Started a new project today: a web service that watches a live system’s logs, detects errors, and automatically generates and submits code fixes. Nothing built yet — this was a full design day. Worth writing down while it’s fresh.
The basic idea
The service takes four inputs: a log stream, a source code repository, the commit SHA currently deployed, and a descriptor that explains what the service does. From those it produces a patch — either as a pull request or a dry-run diff.

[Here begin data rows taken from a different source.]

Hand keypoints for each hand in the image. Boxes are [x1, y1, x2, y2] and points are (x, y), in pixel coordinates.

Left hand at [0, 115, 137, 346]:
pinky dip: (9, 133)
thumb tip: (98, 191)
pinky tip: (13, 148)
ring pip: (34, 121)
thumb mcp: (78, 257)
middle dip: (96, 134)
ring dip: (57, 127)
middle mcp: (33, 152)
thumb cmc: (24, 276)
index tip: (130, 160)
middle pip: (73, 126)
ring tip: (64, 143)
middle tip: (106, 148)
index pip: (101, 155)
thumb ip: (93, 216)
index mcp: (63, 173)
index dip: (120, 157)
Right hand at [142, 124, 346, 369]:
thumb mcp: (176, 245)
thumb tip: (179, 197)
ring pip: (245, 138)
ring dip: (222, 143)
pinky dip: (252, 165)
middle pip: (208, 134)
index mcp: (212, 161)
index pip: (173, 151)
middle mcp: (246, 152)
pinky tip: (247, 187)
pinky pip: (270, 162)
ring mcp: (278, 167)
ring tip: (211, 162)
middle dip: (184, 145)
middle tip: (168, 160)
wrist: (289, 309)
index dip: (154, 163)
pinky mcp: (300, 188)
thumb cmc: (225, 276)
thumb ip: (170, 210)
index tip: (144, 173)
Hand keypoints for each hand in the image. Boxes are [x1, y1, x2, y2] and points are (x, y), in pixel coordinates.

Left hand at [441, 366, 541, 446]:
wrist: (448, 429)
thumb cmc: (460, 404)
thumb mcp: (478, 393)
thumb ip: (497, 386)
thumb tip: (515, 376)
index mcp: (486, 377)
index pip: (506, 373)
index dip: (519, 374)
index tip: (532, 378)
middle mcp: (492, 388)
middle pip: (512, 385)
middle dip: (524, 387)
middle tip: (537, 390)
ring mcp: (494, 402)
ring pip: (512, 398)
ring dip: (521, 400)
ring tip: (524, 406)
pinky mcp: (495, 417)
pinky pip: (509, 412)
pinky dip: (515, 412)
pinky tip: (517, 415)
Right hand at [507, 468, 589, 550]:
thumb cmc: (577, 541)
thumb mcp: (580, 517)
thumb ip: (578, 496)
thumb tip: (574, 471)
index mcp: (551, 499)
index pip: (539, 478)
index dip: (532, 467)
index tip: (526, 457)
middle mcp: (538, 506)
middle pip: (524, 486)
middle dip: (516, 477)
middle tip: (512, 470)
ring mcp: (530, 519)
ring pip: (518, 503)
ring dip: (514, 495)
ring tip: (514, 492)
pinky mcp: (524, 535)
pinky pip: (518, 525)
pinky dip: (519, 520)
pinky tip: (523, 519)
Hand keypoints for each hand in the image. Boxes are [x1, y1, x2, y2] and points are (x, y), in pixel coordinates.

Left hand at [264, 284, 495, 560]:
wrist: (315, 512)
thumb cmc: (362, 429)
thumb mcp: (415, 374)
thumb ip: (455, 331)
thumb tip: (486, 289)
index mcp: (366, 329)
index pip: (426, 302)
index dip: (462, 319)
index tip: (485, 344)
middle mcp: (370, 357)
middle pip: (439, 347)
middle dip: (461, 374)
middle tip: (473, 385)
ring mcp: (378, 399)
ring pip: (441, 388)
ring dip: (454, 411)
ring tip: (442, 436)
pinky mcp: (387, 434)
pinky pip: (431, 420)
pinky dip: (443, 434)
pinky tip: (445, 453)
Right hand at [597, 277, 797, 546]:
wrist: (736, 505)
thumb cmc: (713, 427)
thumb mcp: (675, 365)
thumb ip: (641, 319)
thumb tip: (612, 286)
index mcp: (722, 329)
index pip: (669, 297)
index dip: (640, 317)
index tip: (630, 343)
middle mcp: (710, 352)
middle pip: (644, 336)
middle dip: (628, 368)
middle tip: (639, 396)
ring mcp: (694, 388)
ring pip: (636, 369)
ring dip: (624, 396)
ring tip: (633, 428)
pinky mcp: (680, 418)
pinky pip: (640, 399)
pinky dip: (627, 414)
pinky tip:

The interesting part isn’t the patching, it’s the triage. Most log volume is noise. You need something cheap to watch everything and something expensive that only fires when it matters.
Log routing: tap into Fluent Bit
The services I’m working with already route all container logs through FireLens and Fluent Bit — to Elasticsearch for search, S3 for archival, and Datadog for critical alerts. No Kinesis or Firehose, just Fluent Bit output plugins.
The cleanest tap point is a new http output block in the existing Fluent Bit config:
[OUTPUT]
Name http
Match *
Host autofix.internal
Port 8080
URI /ingest
Format json_lines
Retry_Limit 3
Match * — catch everything, let the service decide what matters. The ECS task definitions already set enable-ecs-log-metadata: true, so each log line carries the service name and task metadata automatically. No new AWS infrastructure needed.
Two-stage triage
The triage layer has two parts that work together.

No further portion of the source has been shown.